Every intermediate value in the computation supports three adjoint methods, initialize, increment, and finalize. The initialize step is performed when the intermediate value is computed, the increment is called when a node which uses the value sends a contribution to the adjoint, and finalize is called when there will be no more contributions to the adjoint; processing at its level is complete.

There are two ways to implement the three methods.
  1. The initialize and finalize methods do nothing, while the increment method propagates to increment methods at lower levels.
  2. We associate an adjoint array of the same kind as the value. Initialize initializes the adjoint to 0 (possibly also allocating it), increment increments the adjoint, and finalize propagates the appropriate values to increment methods for lower level adjoints, and possibly frees the adjoint storage.

For values at level 0 that we want derivatives for we use the second approach, and the remaining values at level 0 use the first approach, which ignores the updates. At higher levels, the approach depends on the computation and how many computations use the value. If the update is simple, or if the value is only used once, the first approach should be used, while if it is cheaper to accumulate the adjoint and process it all at once, the second approach is used.

For example, if we have a computation \(t_m = t_a t_b\) then, since \(dt_m = t_b dt_a+t_a dt_b\), we perform

\[\begin{split}\overline{t_a} += \overline{t_m} t_b\\ \overline{t_b} += \overline{t_m} t_a\end{split}\]

where we use \(\overline{t}\) to denote the adjoint we are accumulating for \(t\).

We use method 2 so that we only need to perform the multiplication once. Compare this with \(t_m=t_a+t_b\) with derivative \(dt_a+dt_b\).

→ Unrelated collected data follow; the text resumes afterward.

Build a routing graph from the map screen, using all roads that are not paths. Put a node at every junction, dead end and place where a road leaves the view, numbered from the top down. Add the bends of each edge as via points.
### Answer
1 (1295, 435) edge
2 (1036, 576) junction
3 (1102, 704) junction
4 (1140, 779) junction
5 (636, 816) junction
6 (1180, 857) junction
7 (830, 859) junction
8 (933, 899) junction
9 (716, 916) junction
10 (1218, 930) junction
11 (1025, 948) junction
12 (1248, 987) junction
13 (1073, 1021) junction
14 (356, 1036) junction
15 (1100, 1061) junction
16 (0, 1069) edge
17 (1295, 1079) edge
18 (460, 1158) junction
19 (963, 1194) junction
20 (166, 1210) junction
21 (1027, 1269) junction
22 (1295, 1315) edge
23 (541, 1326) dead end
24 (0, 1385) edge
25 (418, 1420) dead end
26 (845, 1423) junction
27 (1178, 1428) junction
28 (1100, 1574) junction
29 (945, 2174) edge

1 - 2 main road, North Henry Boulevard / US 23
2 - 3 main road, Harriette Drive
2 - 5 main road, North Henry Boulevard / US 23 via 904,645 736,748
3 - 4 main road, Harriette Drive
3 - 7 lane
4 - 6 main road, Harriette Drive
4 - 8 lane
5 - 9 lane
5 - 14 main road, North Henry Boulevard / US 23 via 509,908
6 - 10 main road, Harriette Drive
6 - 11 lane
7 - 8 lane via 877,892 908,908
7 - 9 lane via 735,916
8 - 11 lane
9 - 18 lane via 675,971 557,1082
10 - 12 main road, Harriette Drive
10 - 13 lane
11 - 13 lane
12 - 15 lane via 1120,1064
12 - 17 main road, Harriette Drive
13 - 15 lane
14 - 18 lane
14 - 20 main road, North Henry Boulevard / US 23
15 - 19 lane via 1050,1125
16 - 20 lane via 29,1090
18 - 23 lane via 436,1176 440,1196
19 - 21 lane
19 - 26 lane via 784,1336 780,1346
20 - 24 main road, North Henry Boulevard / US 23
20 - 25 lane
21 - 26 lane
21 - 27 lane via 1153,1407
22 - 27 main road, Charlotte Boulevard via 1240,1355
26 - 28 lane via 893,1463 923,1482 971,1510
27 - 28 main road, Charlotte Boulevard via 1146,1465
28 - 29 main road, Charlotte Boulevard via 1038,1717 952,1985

If there are two uses of the value, using approach 2 requires allocating and initializing an array for the adjoint (we could have the first update perform the initialization), followed by one addition to the adjoint, and then two additions as the adjoint is passed to the next level, while approach 1 requires four additions to the adjoints at the next level, but no additional storage.